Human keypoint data
_____
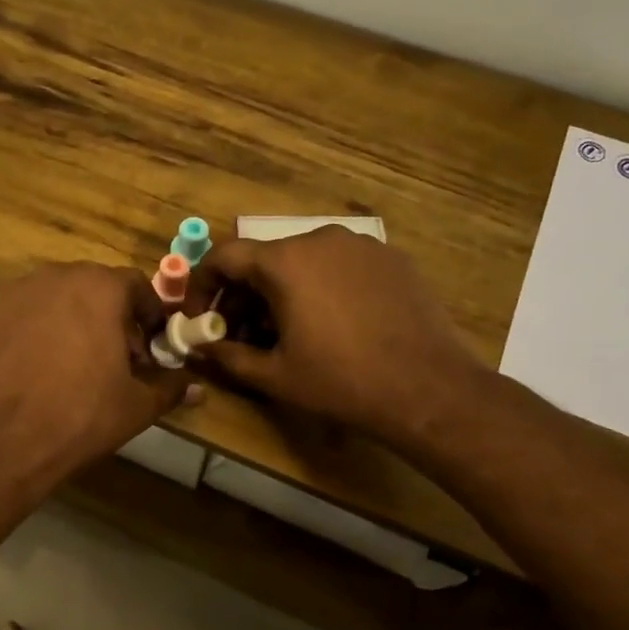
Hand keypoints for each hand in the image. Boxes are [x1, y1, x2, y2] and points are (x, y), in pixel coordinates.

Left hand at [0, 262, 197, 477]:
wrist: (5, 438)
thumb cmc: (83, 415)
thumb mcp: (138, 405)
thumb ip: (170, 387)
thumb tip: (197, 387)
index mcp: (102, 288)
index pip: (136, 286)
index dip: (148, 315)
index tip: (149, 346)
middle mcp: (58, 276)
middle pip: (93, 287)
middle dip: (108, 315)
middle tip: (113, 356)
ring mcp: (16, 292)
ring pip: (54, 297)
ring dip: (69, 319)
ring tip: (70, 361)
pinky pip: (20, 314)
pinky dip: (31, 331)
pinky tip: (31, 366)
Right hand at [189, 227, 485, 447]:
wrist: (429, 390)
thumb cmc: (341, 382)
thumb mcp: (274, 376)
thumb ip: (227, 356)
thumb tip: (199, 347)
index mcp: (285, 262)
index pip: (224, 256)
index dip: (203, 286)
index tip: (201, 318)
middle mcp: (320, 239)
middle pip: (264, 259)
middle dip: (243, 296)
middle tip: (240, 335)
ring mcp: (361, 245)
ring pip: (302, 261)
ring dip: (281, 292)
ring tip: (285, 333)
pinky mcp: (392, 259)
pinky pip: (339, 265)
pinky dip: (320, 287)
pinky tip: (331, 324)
_____
Count the lines of the entries that hold the string "index", then state that number and nothing more.

8